*TASK STATEMENT*: An exact copy of every entry is the required answer.

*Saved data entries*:
────

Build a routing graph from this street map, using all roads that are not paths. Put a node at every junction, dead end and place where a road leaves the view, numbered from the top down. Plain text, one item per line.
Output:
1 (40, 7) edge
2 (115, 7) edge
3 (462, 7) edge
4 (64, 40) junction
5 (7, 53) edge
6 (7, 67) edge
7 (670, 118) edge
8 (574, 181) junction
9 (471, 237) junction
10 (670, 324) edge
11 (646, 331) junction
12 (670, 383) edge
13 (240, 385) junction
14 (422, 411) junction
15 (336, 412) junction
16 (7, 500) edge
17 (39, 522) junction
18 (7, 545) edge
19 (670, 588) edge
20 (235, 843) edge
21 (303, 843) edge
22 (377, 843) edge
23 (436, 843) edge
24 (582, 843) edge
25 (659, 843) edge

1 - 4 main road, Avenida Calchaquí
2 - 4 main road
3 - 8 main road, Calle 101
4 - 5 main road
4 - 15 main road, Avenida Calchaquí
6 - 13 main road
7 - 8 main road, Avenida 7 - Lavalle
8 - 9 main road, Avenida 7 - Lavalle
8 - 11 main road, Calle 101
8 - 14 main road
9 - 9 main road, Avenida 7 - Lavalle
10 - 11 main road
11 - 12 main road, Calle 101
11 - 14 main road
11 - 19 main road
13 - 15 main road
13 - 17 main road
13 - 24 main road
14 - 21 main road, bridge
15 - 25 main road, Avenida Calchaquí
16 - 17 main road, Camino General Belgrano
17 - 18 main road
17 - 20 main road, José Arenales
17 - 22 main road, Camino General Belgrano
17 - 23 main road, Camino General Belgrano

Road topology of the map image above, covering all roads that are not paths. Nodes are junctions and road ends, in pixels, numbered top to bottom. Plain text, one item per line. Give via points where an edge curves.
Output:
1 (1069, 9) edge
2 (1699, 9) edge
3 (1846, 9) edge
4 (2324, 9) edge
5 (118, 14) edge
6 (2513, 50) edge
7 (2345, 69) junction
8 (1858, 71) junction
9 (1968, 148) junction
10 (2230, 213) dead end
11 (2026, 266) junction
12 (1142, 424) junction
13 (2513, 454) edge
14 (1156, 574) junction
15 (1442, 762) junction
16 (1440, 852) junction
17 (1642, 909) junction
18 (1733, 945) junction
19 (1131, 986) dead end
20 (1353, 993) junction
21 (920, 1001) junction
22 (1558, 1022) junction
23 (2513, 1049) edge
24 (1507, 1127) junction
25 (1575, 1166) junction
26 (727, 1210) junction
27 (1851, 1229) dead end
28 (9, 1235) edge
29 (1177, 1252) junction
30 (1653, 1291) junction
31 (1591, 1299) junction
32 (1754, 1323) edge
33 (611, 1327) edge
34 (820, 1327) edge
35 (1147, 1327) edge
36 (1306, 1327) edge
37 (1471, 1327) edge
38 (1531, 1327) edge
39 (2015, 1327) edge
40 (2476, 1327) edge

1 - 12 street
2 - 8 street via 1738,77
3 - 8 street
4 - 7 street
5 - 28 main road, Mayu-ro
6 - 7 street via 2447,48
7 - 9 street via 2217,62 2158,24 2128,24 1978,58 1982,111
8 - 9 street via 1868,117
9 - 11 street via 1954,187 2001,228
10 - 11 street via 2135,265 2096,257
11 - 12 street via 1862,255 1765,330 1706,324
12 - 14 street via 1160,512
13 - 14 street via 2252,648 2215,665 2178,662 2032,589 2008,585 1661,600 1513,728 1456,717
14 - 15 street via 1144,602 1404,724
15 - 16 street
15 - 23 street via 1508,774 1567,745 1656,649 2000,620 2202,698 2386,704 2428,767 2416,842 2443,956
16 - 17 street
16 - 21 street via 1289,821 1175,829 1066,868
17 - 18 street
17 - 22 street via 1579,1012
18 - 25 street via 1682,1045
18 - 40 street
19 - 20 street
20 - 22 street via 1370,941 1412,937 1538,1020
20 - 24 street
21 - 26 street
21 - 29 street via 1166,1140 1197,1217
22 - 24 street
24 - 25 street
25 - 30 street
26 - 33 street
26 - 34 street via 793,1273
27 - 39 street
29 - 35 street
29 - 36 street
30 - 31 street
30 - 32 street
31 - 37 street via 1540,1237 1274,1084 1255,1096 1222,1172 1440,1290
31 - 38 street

────

*REPLY TO THE EXERCISE*:
Build a routing graph from this street map, using all roads that are not paths. Put a node at every junction, dead end and place where a road leaves the view, numbered from the top down. Plain text, one item per line.
Output:
1 (40, 7) edge
2 (115, 7) edge
3 (462, 7) edge
4 (64, 40) junction
5 (7, 53) edge
6 (7, 67) edge
7 (670, 118) edge
8 (574, 181) junction
9 (471, 237) junction
10 (670, 324) edge
11 (646, 331) junction
12 (670, 383) edge
13 (240, 385) junction
14 (422, 411) junction
15 (336, 412) junction
16 (7, 500) edge
17 (39, 522) junction
18 (7, 545) edge
19 (670, 588) edge
20 (235, 843) edge
21 (303, 843) edge
22 (377, 843) edge
23 (436, 843) edge
24 (582, 843) edge
25 (659, 843) edge

1 - 4 main road, Avenida Calchaquí
2 - 4 main road
3 - 8 main road, Calle 101
4 - 5 main road
4 - 15 main road, Avenida Calchaquí
6 - 13 main road
7 - 8 main road, Avenida 7 - Lavalle
8 - 9 main road, Avenida 7 - Lavalle
8 - 11 main road, Calle 101
8 - 14 main road
9 - 9 main road, Avenida 7 - Lavalle
10 - 11 main road
11 - 12 main road, Calle 101
11 - 14 main road
11 - 19 main road
13 - 15 main road
13 - 17 main road
13 - 24 main road
14 - 21 main road, bridge
15 - 25 main road, Avenida Calchaquí
16 - 17 main road, Camino General Belgrano
17 - 18 main road
17 - 20 main road, José Arenales
17 - 22 main road, Camino General Belgrano
17 - 23 main road, Camino General Belgrano

Road topology of the map image above, covering all roads that are not paths. Nodes are junctions and road ends, in pixels, numbered top to bottom. Plain text, one item per line. Give via points where an edge curves.
Output:
1 (1069, 9) edge
2 (1699, 9) edge
3 (1846, 9) edge
4 (2324, 9) edge
5 (118, 14) edge
6 (2513, 50) edge
7 (2345, 69) junction
8 (1858, 71) junction
9 (1968, 148) junction
10 (2230, 213) dead end
11 (2026, 266) junction
12 (1142, 424) junction
13 (2513, 454) edge
14 (1156, 574) junction
15 (1442, 762) junction
16 (1440, 852) junction
17 (1642, 909) junction
18 (1733, 945) junction
19 (1131, 986) dead end
20 (1353, 993) junction
21 (920, 1001) junction
22 (1558, 1022) junction
23 (2513, 1049) edge
24 (1507, 1127) junction
25 (1575, 1166) junction
26 (727, 1210) junction
27 (1851, 1229) dead end
28 (9, 1235) edge
29 (1177, 1252) junction
30 (1653, 1291) junction
31 (1591, 1299) junction
32 (1754, 1323) edge
33 (611, 1327) edge
34 (820, 1327) edge
35 (1147, 1327) edge
36 (1306, 1327) edge
37 (1471, 1327) edge
38 (1531, 1327) edge
39 (2015, 1327) edge
40 (2476, 1327) edge

1 - 12 street
2 - 8 street via 1738,77
3 - 8 street
4 - 7 street
5 - 28 main road, Mayu-ro
6 - 7 street via 2447,48
7 - 9 street via 2217,62 2158,24 2128,24 1978,58 1982,111
8 - 9 street via 1868,117
9 - 11 street via 1954,187 2001,228
10 - 11 street via 2135,265 2096,257
11 - 12 street via 1862,255 1765,330 1706,324
12 - 14 street via 1160,512
13 - 14 street via 2252,648 2215,665 2178,662 2032,589 2008,585 1661,600 1513,728 1456,717
14 - 15 street via 1144,602 1404,724
15 - 16 street
15 - 23 street via 1508,774 1567,745 1656,649 2000,620 2202,698 2386,704 2428,767 2416,842 2443,956
16 - 17 street
16 - 21 street via 1289,821 1175,829 1066,868
17 - 18 street
17 - 22 street via 1579,1012
18 - 25 street via 1682,1045
18 - 40 street
19 - 20 street
20 - 22 street via 1370,941 1412,937 1538,1020
20 - 24 street
21 - 26 street
21 - 29 street via 1166,1140 1197,1217
22 - 24 street
24 - 25 street
25 - 30 street
26 - 33 street
26 - 34 street via 793,1273
27 - 39 street
29 - 35 street
29 - 36 street
30 - 31 street
30 - 32 street
31 - 37 street via 1540,1237 1274,1084 1255,1096 1222,1172 1440,1290
31 - 38 street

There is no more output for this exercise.